▸ **Task statement**: Reproduce the full listing as it stands. Images do not belong in the copy.

▸ **The data**:
^^^^^^^^^^^^^^^^

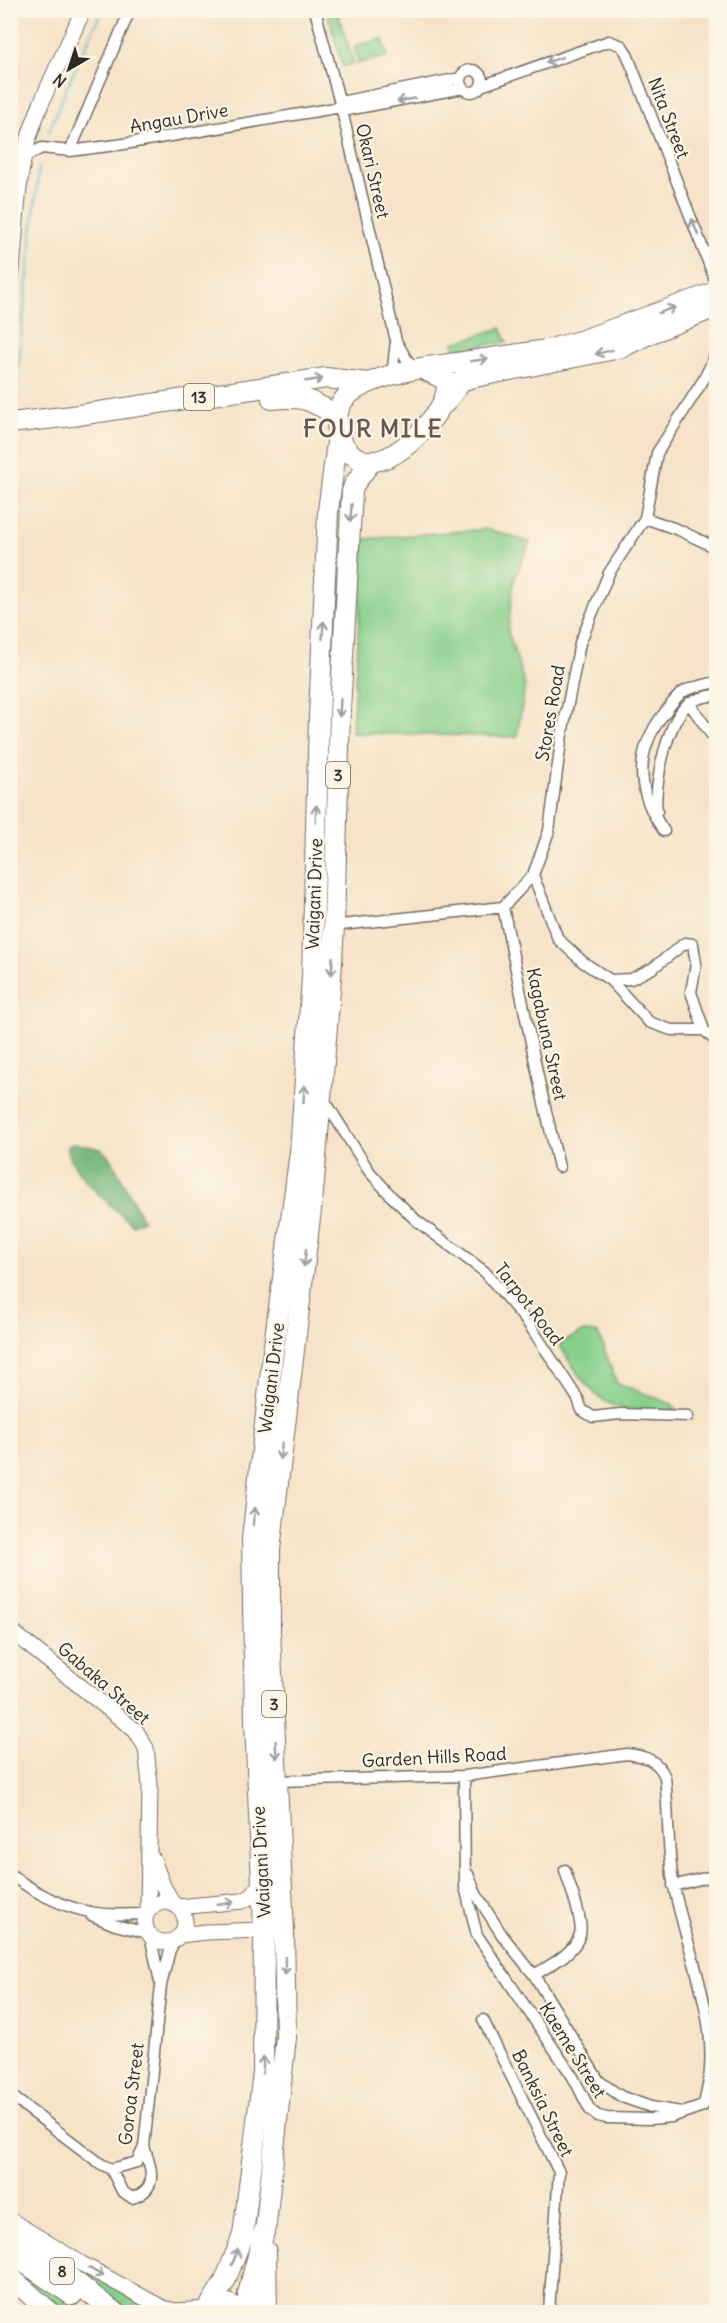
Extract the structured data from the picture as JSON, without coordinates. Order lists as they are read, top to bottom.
{
  "streets": {
    "highway": [
      "13",
      "3",
      "Waigani Drive",
      "8"
    ],
    "street": [
      "Angau Drive",
      "Nita Street",
      "Okari Street",
      "Stores Road",
      "Kagabuna Street",
      "Tarpot Road",
      "Gabaka Street",
      "Garden Hills Road",
      "Kaeme Street",
      "Goroa Street",
      "Banksia Street"
    ]
  },
  "crossings": [
    ["Angau Drive", "Nita Street"],
    ["Angau Drive", "Okari Street"],
    ["Okari Street", "13"],
    ["Okari Street", "Waigani Drive"],
    ["13", "Waigani Drive"],
    ["Stores Road", "Kagabuna Street"],
    ["Waigani Drive", "Tarpot Road"],
    ["Waigani Drive", "Garden Hills Road"],
    ["Gabaka Street", "Goroa Street"],
    ["Garden Hills Road", "Kaeme Street"]
  ],
  "districts": ["FOUR MILE"],
  "north": "bottom left"
}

^^^^^^^^^^^^^^^^

▸ **Answer section**:
Extract the structured data from the picture as JSON, without coordinates. Order lists as they are read, top to bottom.
{
  "streets": {
    "highway": [
      "13",
      "3",
      "Waigani Drive",
      "8"
    ],
    "street": [
      "Angau Drive",
      "Nita Street",
      "Okari Street",
      "Stores Road",
      "Kagabuna Street",
      "Tarpot Road",
      "Gabaka Street",
      "Garden Hills Road",
      "Kaeme Street",
      "Goroa Street",
      "Banksia Street"
    ]
  },
  "crossings": [
    ["Angau Drive", "Nita Street"],
    ["Angau Drive", "Okari Street"],
    ["Okari Street", "13"],
    ["Okari Street", "Waigani Drive"],
    ["13", "Waigani Drive"],
    ["Stores Road", "Kagabuna Street"],
    ["Waigani Drive", "Tarpot Road"],
    ["Waigani Drive", "Garden Hills Road"],
    ["Gabaka Street", "Goroa Street"],
    ["Garden Hills Road", "Kaeme Street"]
  ],
  "districts": ["FOUR MILE"],
  "north": "bottom left"
}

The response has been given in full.